Say how many lines in the entries hold the word "index", and reply with that number only.

Start of DATA SHOWN

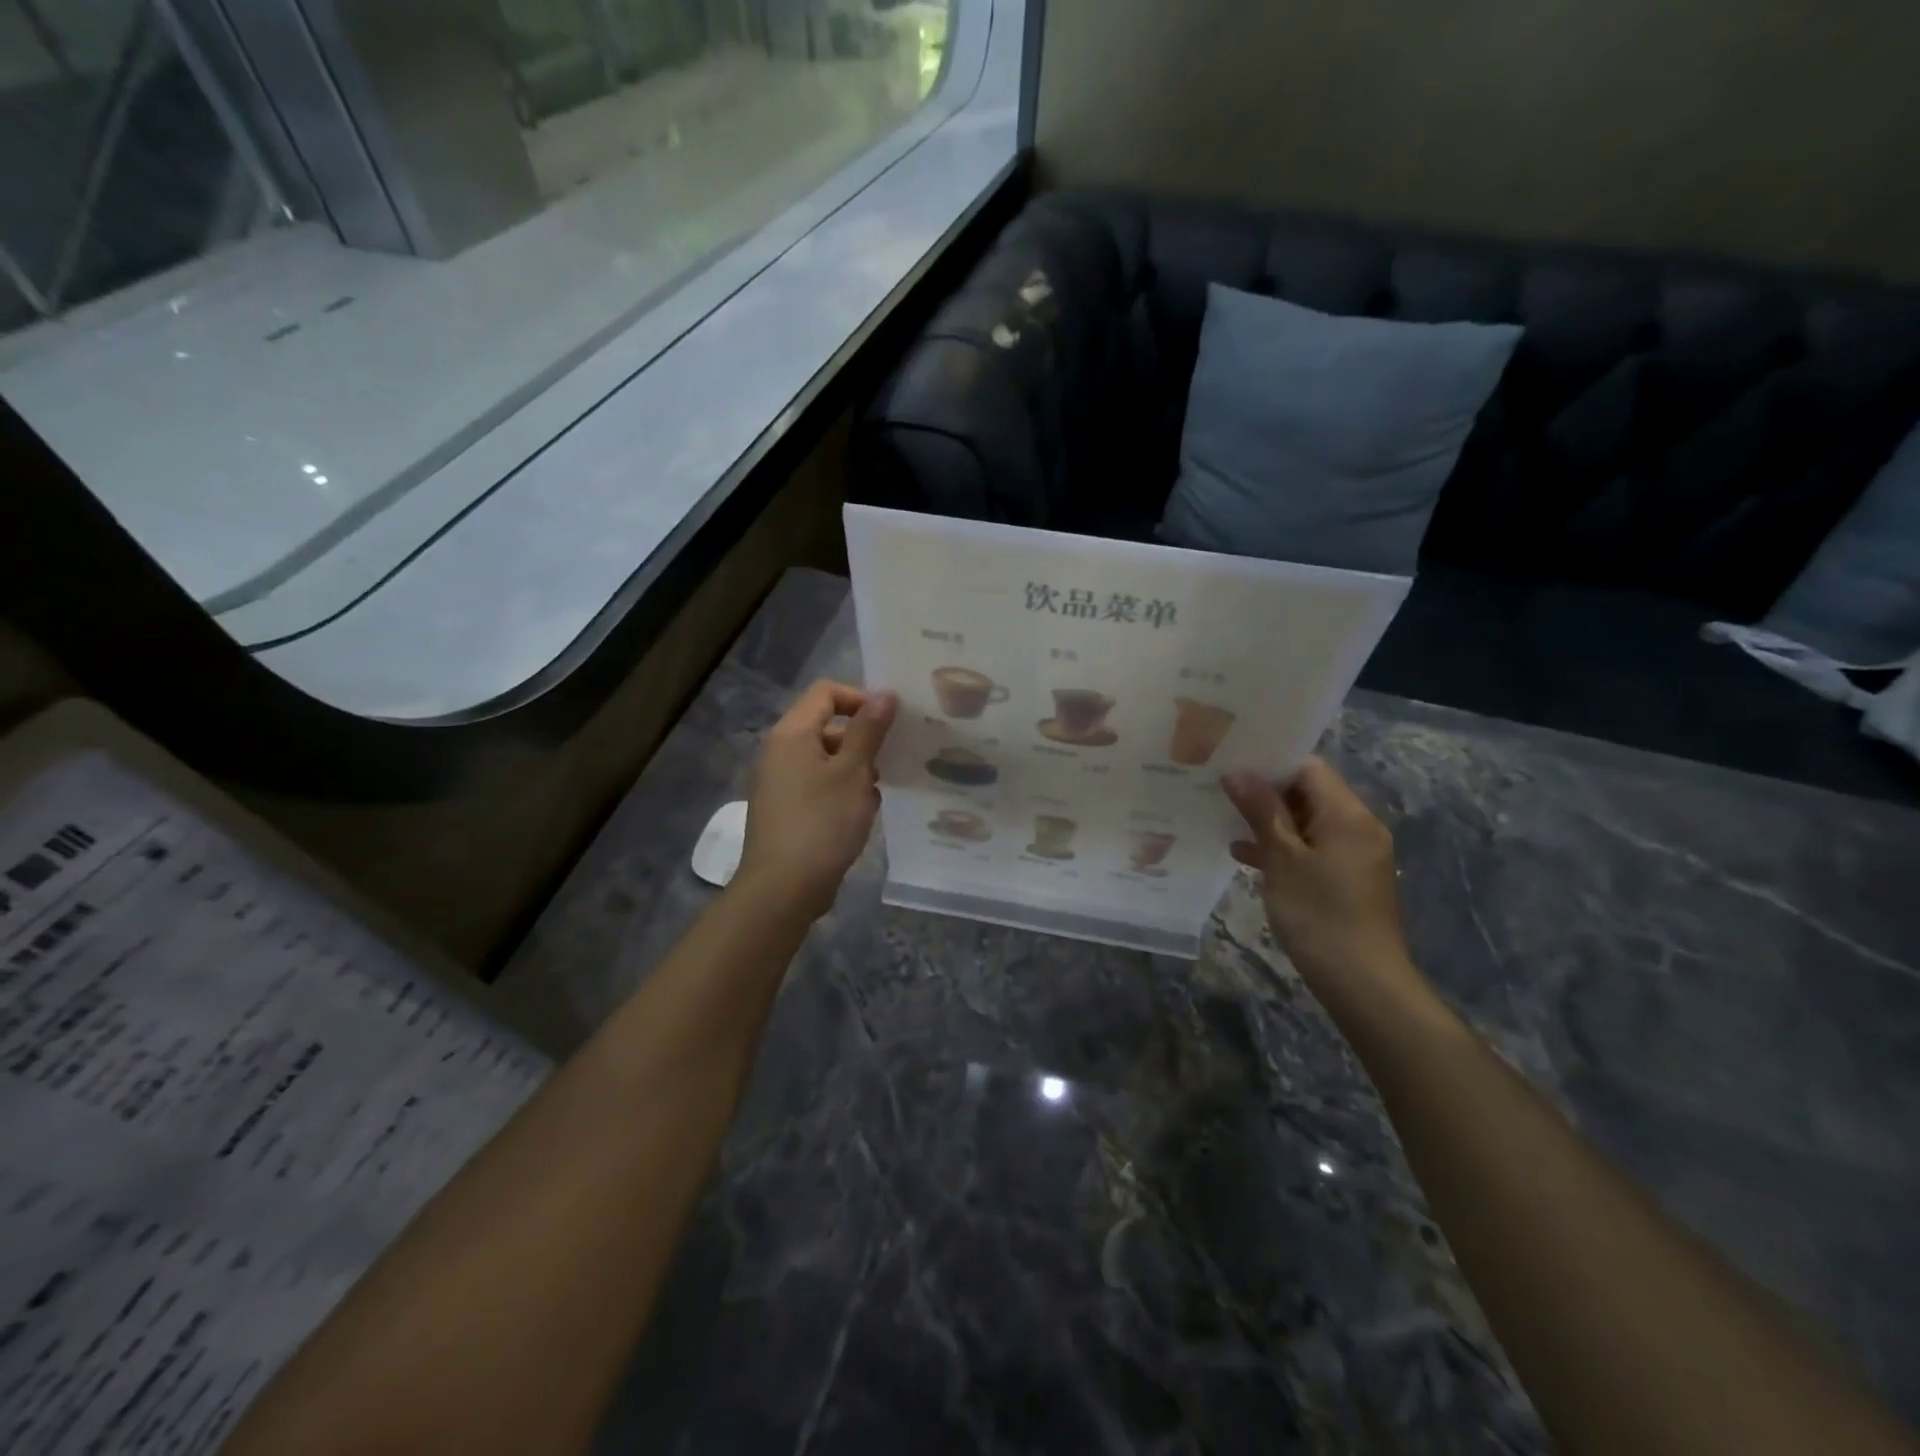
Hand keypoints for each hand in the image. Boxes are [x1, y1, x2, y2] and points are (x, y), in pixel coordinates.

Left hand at [735, 680, 896, 921]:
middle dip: (861, 740)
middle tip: (890, 762)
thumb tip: (884, 694)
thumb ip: (869, 730)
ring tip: (875, 794)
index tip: (889, 724)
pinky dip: (840, 792)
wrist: (782, 889)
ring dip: (855, 770)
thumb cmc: (821, 823)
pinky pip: (818, 786)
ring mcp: (780, 782)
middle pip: (827, 726)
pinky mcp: (786, 810)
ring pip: (826, 760)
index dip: (860, 699)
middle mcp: (780, 752)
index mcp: (792, 734)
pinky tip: (860, 816)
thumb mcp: (854, 772)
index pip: (826, 693)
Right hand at [1222, 758, 1423, 1003]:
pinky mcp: (1348, 878)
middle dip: (1264, 792)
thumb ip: (1261, 811)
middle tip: (1219, 791)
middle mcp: (1358, 826)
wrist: (1363, 982)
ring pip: (1307, 822)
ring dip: (1270, 821)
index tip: (1229, 766)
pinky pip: (1312, 847)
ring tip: (1224, 821)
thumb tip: (1237, 771)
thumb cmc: (1319, 914)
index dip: (1269, 764)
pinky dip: (1283, 847)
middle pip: (1308, 792)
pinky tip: (1245, 857)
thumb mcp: (1282, 859)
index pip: (1308, 768)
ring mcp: (1355, 854)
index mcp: (1347, 814)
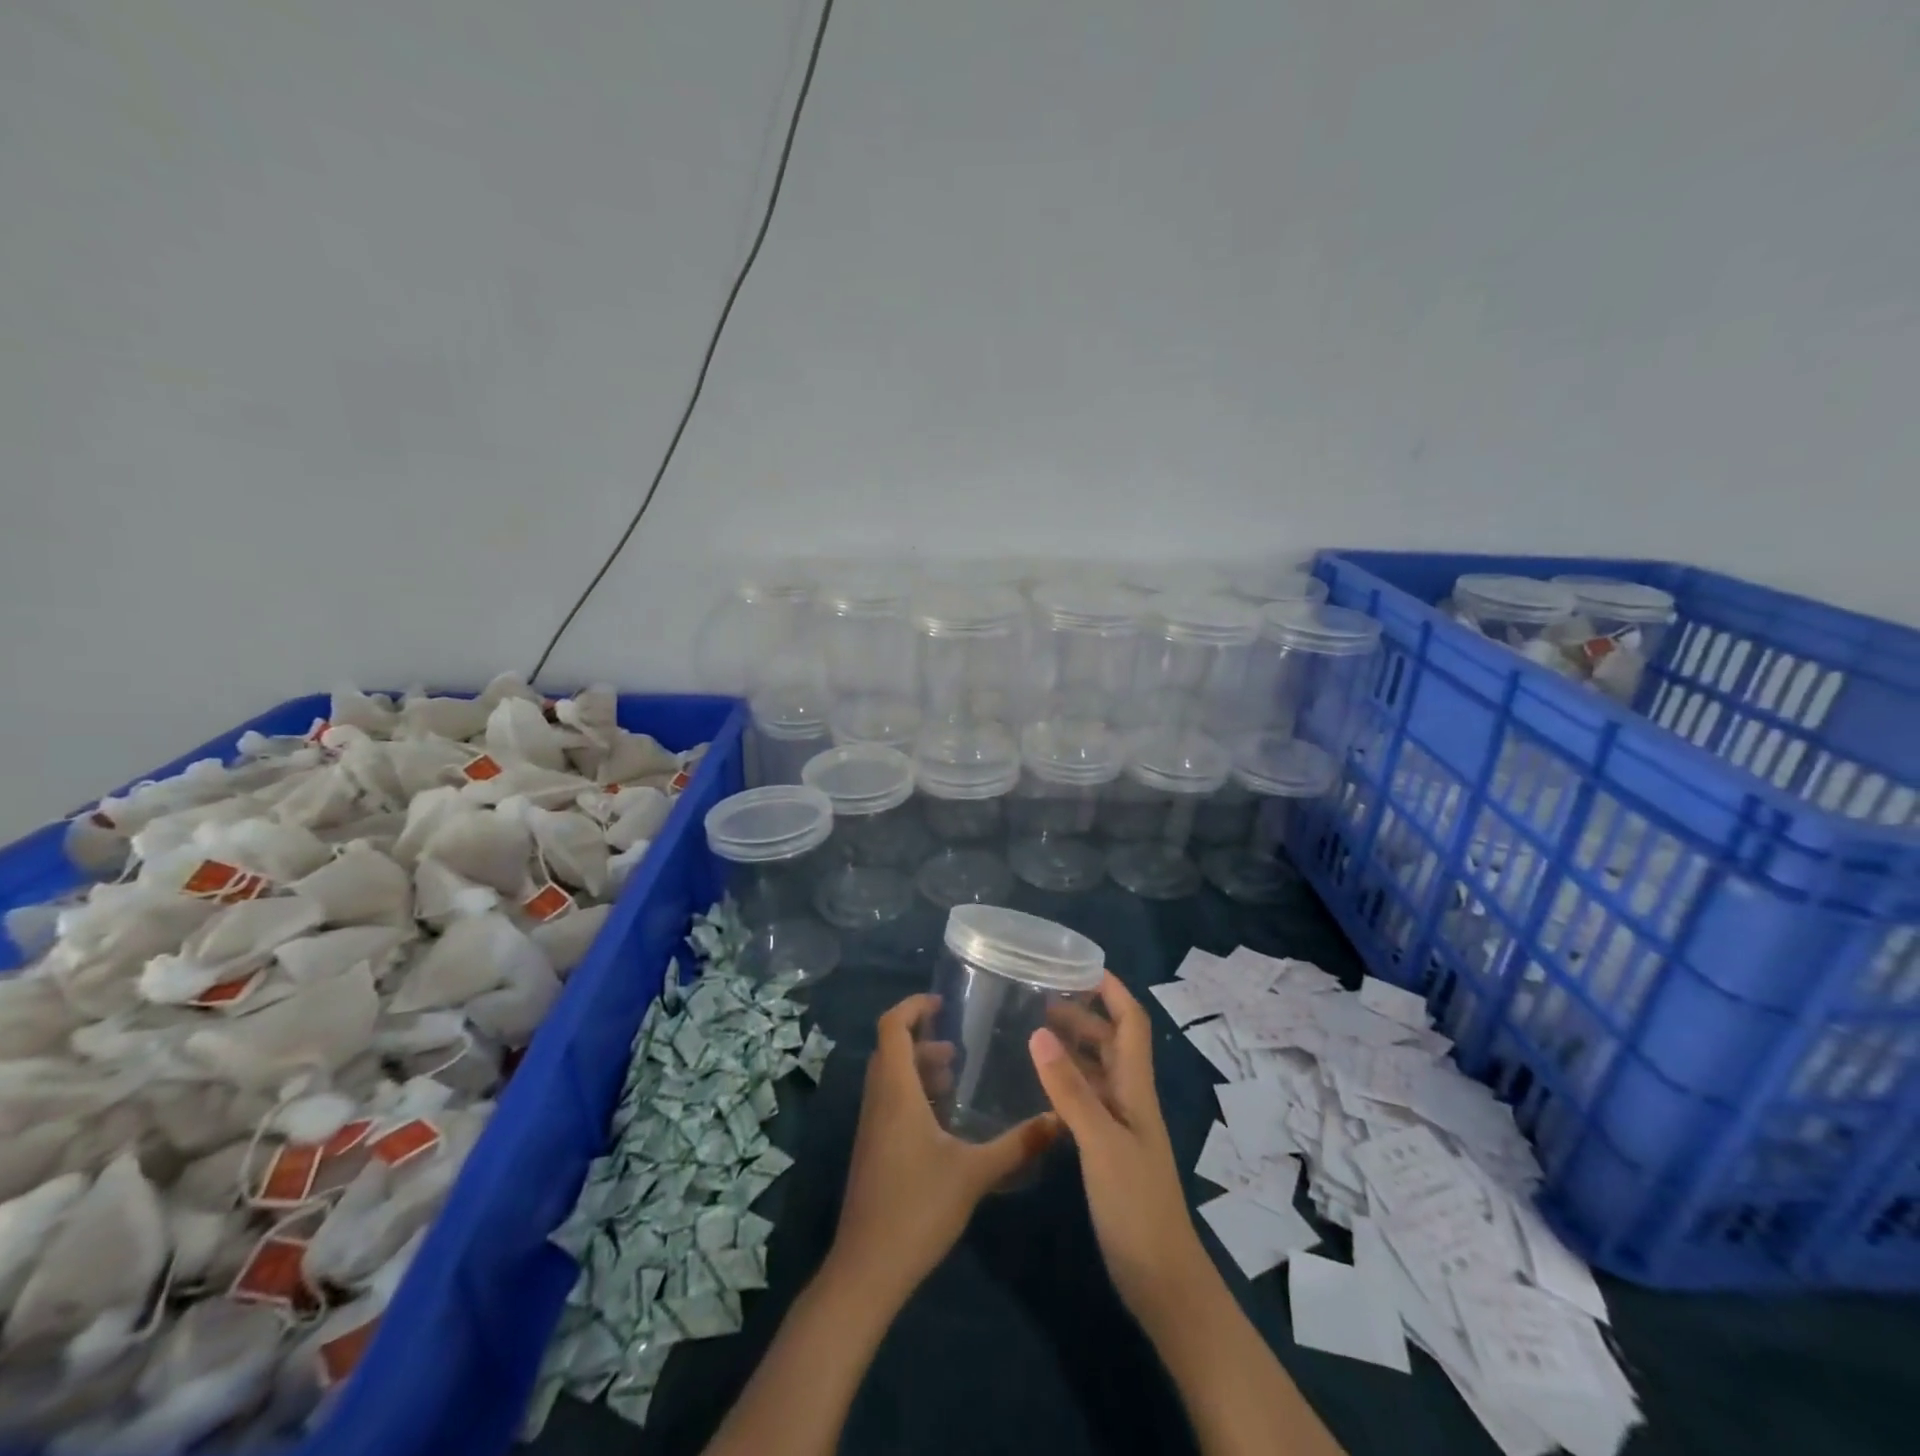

End of DATA SHOWN

▶ _THE COMPLETED TASK_
8